[bzoj3052][wc2013]糖果公园【树上莫队】

【题目链接】
　　https://www.lydsy.com/JudgeOnline/problem.php?id=3052
【题解】
　　首先是树上莫队的一些套路：
　　1.如果是查询子树信息，那么可以选择按dfs序进行分块，这样查询的位置一定是一段区间。
　　2.如果是查询一条链的信息，那么欧拉序是首选，记进入时间为$in_{i}$, 离开时间为$out_{i}$，此时要分两种情况讨论（$in_u<in_{v}$）：1).$lca(u, v)$不等于$u$或$v$，那么$out_{u}$到$in_{v}$的区间中出现次数为奇数的点以及$lca$就是答案。2).$lca(u,v)=u$，那么$in_{u}+1$到$in_{v}$的区间中出现次数为奇数的点以及$lca$就是答案。
　　通过这样的转换，链上问题也能变成区间问题。
　　接下来是修改，记每块的大小为$n^{2/3}$，以左端点所在块为第一关键字，右端点所在块为第二关键字，时间为第三关键字排序，然后转移时暴力修改就行了。可以证明这样做的时间复杂度是$O(N^{5/3})$
【代码】

/* - - - - - - - - - - - - - - -
    User :      VanishD
    problem :   [bzoj3052]
    Points :    Mo's algorithm on tree with modification
- - - - - - - - - - - - - - - */
# include <bits/stdc++.h>
# define    ll      long long
# define    inf     0x3f3f3f3f
# define    N       200010
# define    K       20
using namespace std;
int read(){
    int tmp = 0, fh = 1; char ch = getchar();
    while (ch < '0' || ch > '9'){ if (ch == '-') fh = -1; ch = getchar(); }
    while (ch >= '0' && ch <= '9'){ tmp = tmp * 10 + ch - '0'; ch = getchar(); }
    return tmp * fh;
}
struct Node{
    int l, r, lca, ti, id;
}qy[N];
struct Edge{
    int data, next;
}e[N * 2];
int out[N], in[N], p[N], n, m, q, v[N], head[N], place, chid[N], chto[N], chlas[N], now[N], c[N], dep[N], dad[N][K + 1], hav[N], ti, size, cnt[N];
ll ans[N], w[N], sum;
void build(int u, int v){
    e[++place].data = v; e[place].next = head[u]; head[u] = place;
}
void dfs(int x, int fa){
    in[x] = ++ti, p[ti] = x; dad[x][0] = fa; dep[x] = dep[fa] + 1;
    for (int ed = head[x]; ed != 0; ed = e[ed].next)

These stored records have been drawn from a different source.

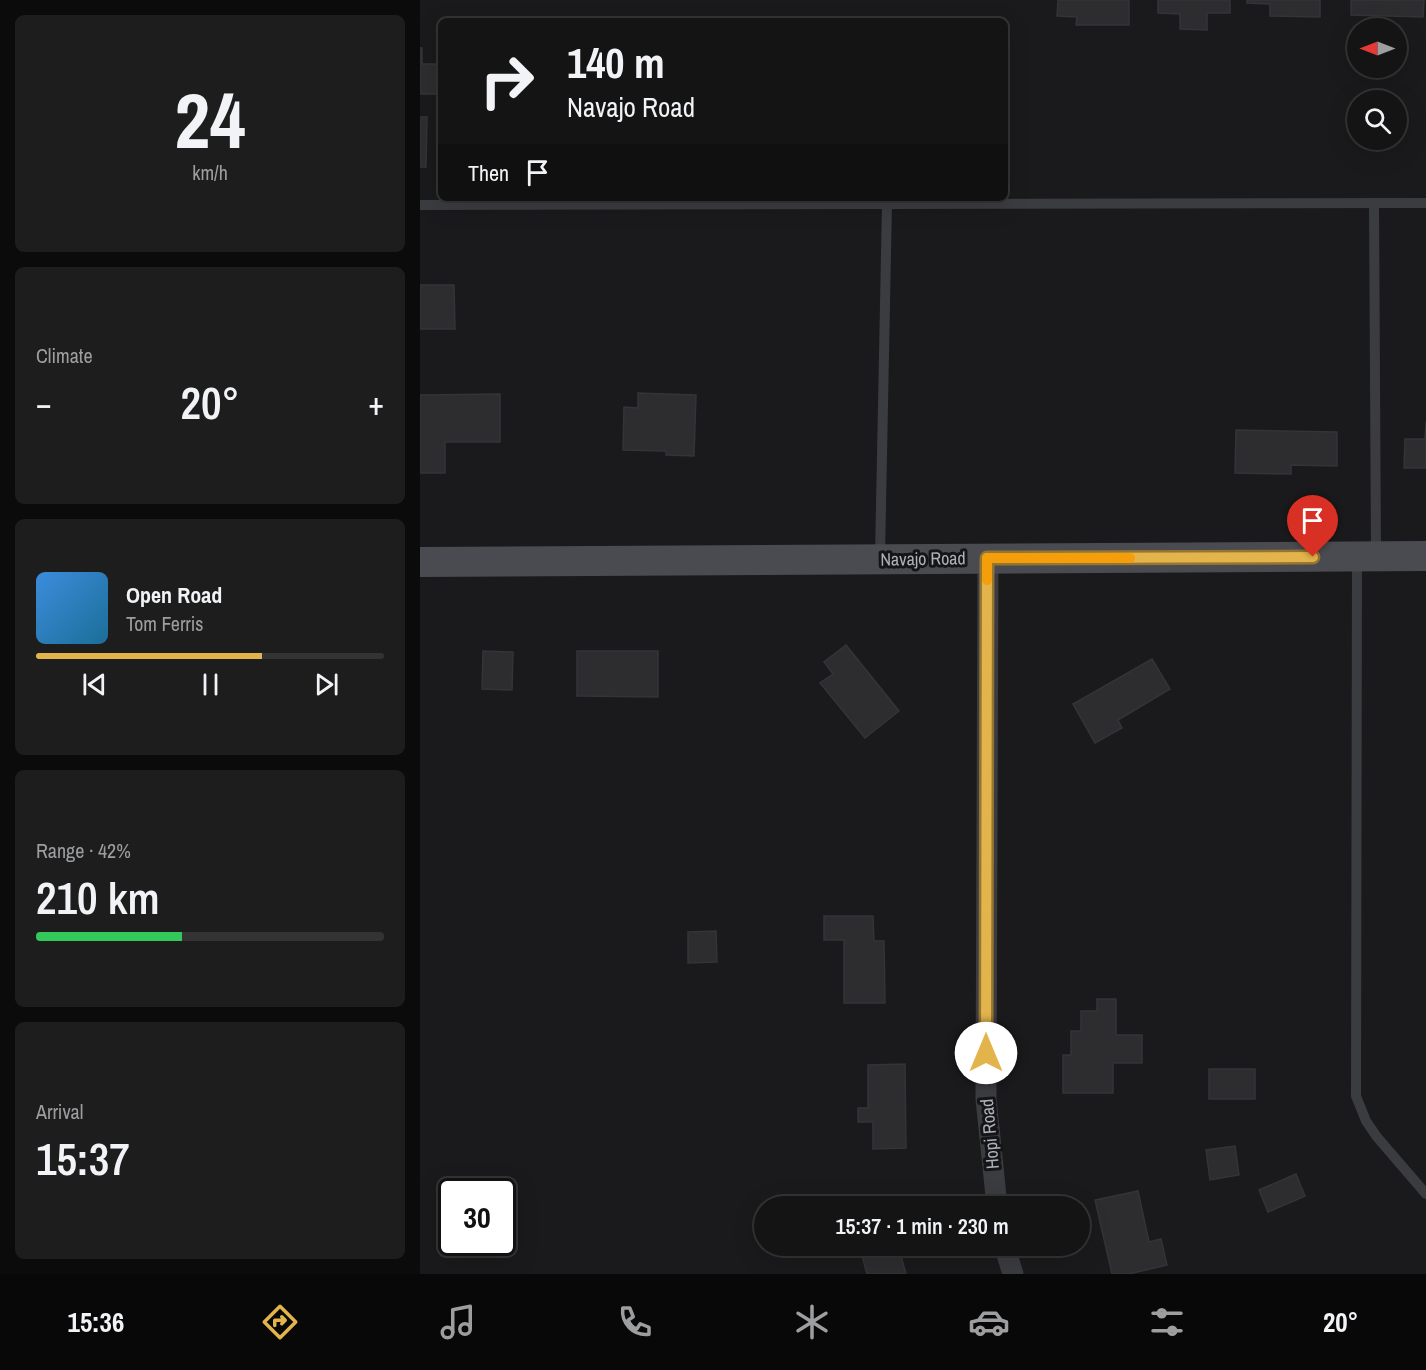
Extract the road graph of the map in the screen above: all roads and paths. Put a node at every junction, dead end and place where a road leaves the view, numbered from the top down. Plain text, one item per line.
1 (887, 203) junction
2 (1374, 203) junction
3 (1426, 203) edge
4 (420, 205) edge
5 (1426, 556) edge
6 (1366, 557) junction
7 (987, 558) junction
8 (880, 559) junction
9 (420, 562) edge
10 (1426, 1194) edge
11 (996, 1196) edge
12 (1007, 1256) edge
13 (1013, 1274) edge

1 - 2 lane
1 - 4 lane
1 - 8 lane
2 - 3 lane
2 - 6 lane
5 - 6 main road, Navajo Road
6 - 7 main road, Navajo Road
6 - 10 lane
7 - 8 main road, Navajo Road
7 - 11 street, Hopi Road
8 - 9 main road, Navajo Road
12 - 13 street

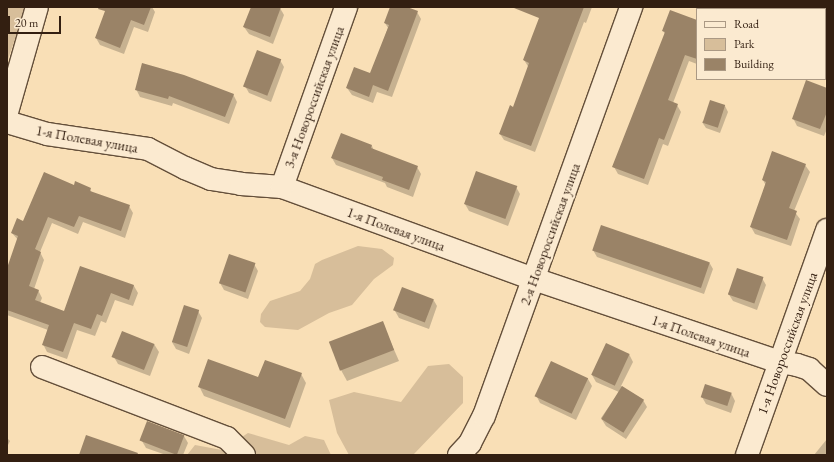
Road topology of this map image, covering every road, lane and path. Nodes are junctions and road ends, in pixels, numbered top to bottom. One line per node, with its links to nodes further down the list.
1 (37, 7): 4 (street)
2 (346, 7): 6 (street, 3-я Новороссийская улица)
3 (631, 7): 8 (street, 2-я Новороссийская улица)
4 (7, 112)
5 (7, 122): 6 (street, 1-я Полевая улица)
6 (282, 187): 8 (street, 1-я Полевая улица)
7 (827, 230): 9 (street, 1-я Новороссийская улица)
8 (534, 279): 9 (street, 1-я Полевая улица); 13 (street, 2-я Новороссийская улица)
9 (779, 362): 11 (street, 1-я Полевая улица); 14 (street, 1-я Новороссийская улица)
10 (42, 367): 12 (street)
11 (827, 385)
12 (244, 455)
13 (459, 455)
14 (747, 455)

        if (e[ed].data != fa) dfs(e[ed].data, x);
    out[x] = ++ti, p[ti] = x;
}
void pre(){
    for (int i = 1, j = 1; j * 2 <= n; i++, j *= 2)

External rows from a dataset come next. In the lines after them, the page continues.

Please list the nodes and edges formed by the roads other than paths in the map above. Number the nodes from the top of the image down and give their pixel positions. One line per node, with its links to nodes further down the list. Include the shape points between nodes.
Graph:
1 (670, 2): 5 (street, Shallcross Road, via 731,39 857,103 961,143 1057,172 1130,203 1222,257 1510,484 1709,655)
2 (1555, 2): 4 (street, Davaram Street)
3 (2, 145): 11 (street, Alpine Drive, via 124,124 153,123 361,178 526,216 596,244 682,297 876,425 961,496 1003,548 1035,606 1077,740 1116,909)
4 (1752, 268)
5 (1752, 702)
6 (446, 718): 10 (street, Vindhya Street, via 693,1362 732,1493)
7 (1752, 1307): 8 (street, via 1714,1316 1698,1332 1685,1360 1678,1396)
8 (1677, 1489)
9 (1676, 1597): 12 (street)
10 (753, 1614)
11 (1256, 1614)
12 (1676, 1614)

        for (int k = 1; k <= n; k++)
            dad[k][i] = dad[dad[k][i - 1]][i - 1];
}
int lca(int u, int v){
    if (dep[u] > dep[v]) swap(u, v);
    for (int i = K; i >= 0; i--)
        if (dep[dad[v][i]] >= dep[u]) v = dad[v][i];
    if (u == v) return u;
    for (int i = K; i >= 0; i--)
        if (dad[v][i] != dad[u][i]) 
            v = dad[v][i], u = dad[u][i];
    return dad[v][0];
}
bool cmp(Node x, Node y){
    return (x.l / size < y.l / size) || (x.l / size == y.l / size && x.r / size < y.r / size) || 
        (x.l / size == y.l / size && x.r / size == y.r / size && x.ti < y.ti); 
}
inline void modifysum(int x, int vote){
    sum = sum + w[x] * vote;
}
inline void inc(int x){
    modifysum(cnt[x], -v[x]);
    modifysum(++cnt[x], v[x]);
}
inline void dec(int x){
    modifysum(cnt[x], -v[x]);
    modifysum(--cnt[x], v[x]);
}
void modify(int id){
    if (hav[id] == true)
        dec(now[id]);
        else inc(now[id]);
    hav[id] = hav[id] ^ 1;
}
int main(){
//  freopen("bzoj3052.in", "r", stdin);
//  freopen("bzoj3052.out", "w", stdout);
    n = read(), m = read(), q = read();
    for (int i = 1; i <= m; i++) v[i] = read();
    for (int i = 1; i <= n; i++) w[i] = read() + w[i - 1];
    for (int i = 1; i < n; i++){
        int u = read(), v = read();
        build(u, v); build(v, u);
    }
    for (int i = 1; i <= n; i++) c[i] = now[i] = read();
    dfs(1, 0); pre();
    int qnum = 0, num = 0;
    for (int i = 1; i <= q; i++){
        int op = read();
        if (op == 0){
            chid[++qnum] = read();
            chto[qnum] = read();
            chlas[qnum] = now[chid[qnum]];
            now[chid[qnum]] = chto[qnum];
        }
        else {
            int u = read(), v = read(); 
            qy[++num].ti= qnum; qy[num].id = num;
            if (in[u] > in[v]) swap(u, v);
            int tmp = lca(u, v);
            qy[num].lca = tmp;
            qy[num].r = in[v];
            if (tmp == u)
                qy[num].l = in[u] + 1;
                else  qy[num].l = out[u];
        }
    }
    size = (int)pow(num, 0.67);
    sort(qy + 1, qy + num + 1, cmp);
    int pl = 1, pr = 0, pch = 0; sum = 0;
    for (int i = 1; i <= n; i++) now[i] = c[i];
    for (int i = 1; i <= num; i++){ 
        for (int j = pch + 1; j <= qy[i].ti; j++){
            bool tag = false;
            if (hav[chid[j]] != 0) tag = true;
            if (tag) modify(chid[j]);
            now[chid[j]] = chto[j];
            if (tag) modify(chid[j]);
        }
        for (int j = pch; j > qy[i].ti; j--){
            bool tag = false;
            if (hav[chid[j]] != 0) tag = true;
            if (tag) modify(chid[j]);
            now[chid[j]] = chlas[j];
            if (tag) modify(chid[j]);
        }
        pch = qy[i].ti;
        for (int j = pl - 1; j >= qy[i].l; j--) modify(p[j]);
        for (int j = pr + 1; j <= qy[i].r; j++) modify(p[j]);
        for (int j = pl; j < qy[i].l; j++) modify(p[j]);
        for (int j = pr; j > qy[i].r; j--) modify(p[j]);
        pl = qy[i].l, pr = qy[i].r;
        modify(qy[i].lca);
        ans[qy[i].id] = sum;
        modify(qy[i].lca);
    }
    for (int i = 1; i <= num; i++)
        printf("%lld\n", ans[i]);
    return 0;
}